= Input records =

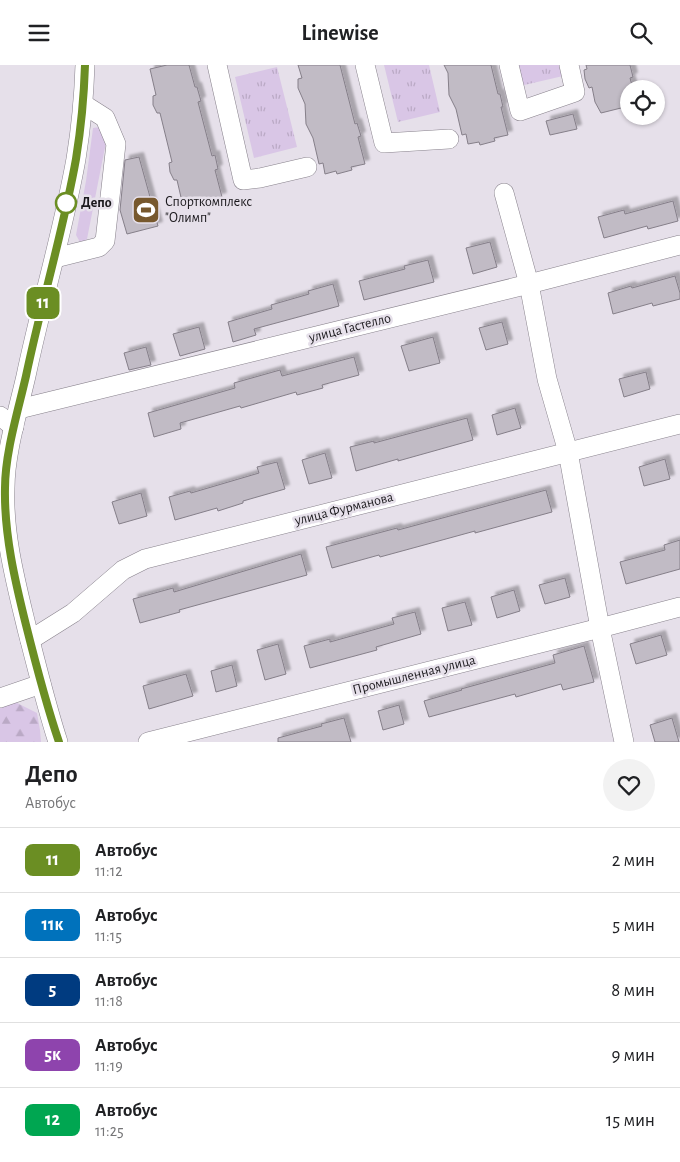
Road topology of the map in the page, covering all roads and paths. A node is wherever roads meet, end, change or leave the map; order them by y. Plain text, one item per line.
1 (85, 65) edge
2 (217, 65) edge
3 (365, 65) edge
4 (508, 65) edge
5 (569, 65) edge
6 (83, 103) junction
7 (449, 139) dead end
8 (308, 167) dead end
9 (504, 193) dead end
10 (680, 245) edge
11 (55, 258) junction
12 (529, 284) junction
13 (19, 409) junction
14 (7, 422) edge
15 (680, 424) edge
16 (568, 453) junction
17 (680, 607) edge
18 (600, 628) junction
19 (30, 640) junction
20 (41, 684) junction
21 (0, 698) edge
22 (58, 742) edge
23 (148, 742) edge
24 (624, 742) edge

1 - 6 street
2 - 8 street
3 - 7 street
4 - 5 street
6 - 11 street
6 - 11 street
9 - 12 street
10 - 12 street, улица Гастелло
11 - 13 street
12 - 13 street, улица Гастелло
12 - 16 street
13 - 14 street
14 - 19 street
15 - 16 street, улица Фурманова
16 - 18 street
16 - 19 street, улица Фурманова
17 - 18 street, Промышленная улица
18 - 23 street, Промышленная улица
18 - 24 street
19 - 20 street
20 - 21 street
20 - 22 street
---
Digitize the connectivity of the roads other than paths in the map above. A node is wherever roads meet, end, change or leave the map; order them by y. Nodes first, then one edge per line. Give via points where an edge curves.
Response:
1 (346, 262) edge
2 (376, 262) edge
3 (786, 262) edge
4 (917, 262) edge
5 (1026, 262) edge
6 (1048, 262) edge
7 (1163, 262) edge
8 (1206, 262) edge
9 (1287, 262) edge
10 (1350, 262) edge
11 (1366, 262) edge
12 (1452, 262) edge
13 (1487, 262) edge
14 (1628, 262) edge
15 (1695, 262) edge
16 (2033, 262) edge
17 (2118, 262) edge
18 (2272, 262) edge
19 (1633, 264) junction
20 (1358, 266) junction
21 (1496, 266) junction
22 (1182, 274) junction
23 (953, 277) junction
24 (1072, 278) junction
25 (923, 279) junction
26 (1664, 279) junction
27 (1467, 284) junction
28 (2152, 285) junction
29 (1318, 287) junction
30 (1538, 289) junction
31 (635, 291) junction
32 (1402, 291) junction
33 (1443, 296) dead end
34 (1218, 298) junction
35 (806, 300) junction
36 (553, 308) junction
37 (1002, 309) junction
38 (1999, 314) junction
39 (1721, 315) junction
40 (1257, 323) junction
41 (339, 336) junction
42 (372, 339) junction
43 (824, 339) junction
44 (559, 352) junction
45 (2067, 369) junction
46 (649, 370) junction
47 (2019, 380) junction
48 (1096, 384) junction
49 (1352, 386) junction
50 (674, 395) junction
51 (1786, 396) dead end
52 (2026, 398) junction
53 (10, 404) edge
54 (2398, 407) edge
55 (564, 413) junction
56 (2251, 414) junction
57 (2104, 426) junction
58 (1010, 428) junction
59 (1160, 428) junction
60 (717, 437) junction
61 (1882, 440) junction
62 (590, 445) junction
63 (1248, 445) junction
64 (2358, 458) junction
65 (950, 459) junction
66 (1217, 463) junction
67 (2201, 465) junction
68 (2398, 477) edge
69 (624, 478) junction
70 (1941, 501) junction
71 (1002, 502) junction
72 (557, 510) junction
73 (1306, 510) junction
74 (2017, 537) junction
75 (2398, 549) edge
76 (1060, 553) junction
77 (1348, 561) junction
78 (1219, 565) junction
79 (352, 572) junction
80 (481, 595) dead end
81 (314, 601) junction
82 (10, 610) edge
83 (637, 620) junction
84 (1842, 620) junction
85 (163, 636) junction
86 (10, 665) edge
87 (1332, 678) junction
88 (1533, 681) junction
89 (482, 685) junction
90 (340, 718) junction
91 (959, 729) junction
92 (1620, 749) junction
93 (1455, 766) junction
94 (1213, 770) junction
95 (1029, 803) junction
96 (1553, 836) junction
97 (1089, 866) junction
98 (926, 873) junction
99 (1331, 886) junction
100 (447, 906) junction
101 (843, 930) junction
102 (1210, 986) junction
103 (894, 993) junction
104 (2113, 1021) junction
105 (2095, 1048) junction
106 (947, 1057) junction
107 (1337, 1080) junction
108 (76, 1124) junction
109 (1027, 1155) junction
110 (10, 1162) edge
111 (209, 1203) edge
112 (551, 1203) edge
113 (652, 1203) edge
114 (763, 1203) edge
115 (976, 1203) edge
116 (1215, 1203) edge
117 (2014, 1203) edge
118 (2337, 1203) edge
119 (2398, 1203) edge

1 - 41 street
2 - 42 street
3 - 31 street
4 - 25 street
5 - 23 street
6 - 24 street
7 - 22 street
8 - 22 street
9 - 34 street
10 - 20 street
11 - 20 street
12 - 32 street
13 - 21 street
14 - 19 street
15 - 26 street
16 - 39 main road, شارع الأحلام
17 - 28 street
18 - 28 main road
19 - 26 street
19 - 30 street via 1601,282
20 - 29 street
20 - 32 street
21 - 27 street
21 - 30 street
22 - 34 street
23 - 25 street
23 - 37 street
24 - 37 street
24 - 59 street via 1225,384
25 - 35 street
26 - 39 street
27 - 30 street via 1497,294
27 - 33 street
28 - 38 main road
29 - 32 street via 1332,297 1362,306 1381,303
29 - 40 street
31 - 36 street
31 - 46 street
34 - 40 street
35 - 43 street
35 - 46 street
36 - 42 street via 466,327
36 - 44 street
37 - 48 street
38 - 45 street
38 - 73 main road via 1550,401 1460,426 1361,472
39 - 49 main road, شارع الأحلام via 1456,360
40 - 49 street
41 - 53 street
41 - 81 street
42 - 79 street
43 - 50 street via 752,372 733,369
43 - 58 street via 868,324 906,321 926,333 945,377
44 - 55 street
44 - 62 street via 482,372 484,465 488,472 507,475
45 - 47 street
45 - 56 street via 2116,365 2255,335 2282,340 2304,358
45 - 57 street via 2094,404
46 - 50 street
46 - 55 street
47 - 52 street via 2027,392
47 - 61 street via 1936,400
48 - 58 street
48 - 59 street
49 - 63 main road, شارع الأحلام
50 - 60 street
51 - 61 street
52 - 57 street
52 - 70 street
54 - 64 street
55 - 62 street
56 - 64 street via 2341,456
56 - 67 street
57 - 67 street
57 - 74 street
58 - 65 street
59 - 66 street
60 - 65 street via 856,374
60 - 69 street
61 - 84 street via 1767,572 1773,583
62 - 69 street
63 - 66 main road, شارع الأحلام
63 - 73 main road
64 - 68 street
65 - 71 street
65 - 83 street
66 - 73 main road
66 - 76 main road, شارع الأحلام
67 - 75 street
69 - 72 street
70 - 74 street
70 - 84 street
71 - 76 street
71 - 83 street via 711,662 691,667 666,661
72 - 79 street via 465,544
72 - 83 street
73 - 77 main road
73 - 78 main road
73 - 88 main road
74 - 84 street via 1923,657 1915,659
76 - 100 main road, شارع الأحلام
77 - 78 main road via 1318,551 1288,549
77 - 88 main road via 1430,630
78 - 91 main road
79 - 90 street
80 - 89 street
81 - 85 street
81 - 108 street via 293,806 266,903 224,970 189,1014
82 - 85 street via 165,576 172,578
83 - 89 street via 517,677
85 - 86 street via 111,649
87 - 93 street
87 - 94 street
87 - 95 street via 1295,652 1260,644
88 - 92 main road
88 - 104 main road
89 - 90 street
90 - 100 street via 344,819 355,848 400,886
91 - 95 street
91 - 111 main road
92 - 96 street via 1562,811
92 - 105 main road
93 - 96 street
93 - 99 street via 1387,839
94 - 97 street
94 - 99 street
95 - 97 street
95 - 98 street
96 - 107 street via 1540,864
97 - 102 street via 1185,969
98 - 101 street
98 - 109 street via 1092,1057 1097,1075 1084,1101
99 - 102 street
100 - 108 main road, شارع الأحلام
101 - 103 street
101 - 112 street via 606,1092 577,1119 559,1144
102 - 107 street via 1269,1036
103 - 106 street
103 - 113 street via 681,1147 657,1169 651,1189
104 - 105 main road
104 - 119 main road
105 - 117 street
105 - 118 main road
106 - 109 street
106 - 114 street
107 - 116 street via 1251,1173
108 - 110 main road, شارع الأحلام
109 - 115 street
* * *
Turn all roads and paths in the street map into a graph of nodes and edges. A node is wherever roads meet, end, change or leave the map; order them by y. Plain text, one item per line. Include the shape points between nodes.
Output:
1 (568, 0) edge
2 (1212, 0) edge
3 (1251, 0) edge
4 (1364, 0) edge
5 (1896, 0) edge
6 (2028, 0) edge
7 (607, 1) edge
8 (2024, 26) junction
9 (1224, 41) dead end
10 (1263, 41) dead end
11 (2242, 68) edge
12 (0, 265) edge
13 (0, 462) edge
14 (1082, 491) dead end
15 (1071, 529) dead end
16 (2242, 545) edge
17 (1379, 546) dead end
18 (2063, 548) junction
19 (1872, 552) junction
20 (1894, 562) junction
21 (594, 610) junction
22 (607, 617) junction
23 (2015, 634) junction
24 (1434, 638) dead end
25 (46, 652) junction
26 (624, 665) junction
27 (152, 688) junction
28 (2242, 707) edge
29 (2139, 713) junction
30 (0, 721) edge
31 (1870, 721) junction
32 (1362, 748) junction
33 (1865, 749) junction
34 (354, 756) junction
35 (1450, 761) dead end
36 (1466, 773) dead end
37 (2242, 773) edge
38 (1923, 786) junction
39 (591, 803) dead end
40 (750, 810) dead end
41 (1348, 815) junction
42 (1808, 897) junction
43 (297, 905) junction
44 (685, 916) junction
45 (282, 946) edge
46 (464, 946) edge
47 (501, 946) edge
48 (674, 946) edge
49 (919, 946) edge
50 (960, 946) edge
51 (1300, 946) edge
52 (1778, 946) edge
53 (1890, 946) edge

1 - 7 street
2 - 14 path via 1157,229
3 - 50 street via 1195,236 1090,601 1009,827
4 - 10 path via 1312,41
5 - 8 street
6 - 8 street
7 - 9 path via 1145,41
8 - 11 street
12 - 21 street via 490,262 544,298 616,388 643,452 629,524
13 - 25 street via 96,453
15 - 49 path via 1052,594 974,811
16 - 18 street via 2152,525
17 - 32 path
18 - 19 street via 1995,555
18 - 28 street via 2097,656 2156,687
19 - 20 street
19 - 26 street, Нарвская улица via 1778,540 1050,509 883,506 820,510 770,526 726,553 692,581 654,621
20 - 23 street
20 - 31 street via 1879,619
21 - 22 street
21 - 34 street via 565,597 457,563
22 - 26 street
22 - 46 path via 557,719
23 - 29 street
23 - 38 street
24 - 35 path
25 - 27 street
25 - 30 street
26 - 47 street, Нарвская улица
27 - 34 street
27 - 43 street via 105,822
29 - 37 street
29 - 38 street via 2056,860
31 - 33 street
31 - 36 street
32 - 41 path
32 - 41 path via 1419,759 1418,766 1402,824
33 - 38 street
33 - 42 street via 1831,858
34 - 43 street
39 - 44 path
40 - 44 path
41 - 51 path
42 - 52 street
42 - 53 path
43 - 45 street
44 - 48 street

= What to do =
All lines that contain the word "points" must be copied from the records above.

= Response box =
Digitize the connectivity of the roads other than paths in the map above. A node is wherever roads meet, end, change or leave the map; order them by y. Nodes first, then one edge per line. Give via points where an edge curves.
Turn all roads and paths in the street map into a graph of nodes and edges. A node is wherever roads meet, end, change or leave the map; order them by y. Plain text, one item per line. Include the shape points between nodes.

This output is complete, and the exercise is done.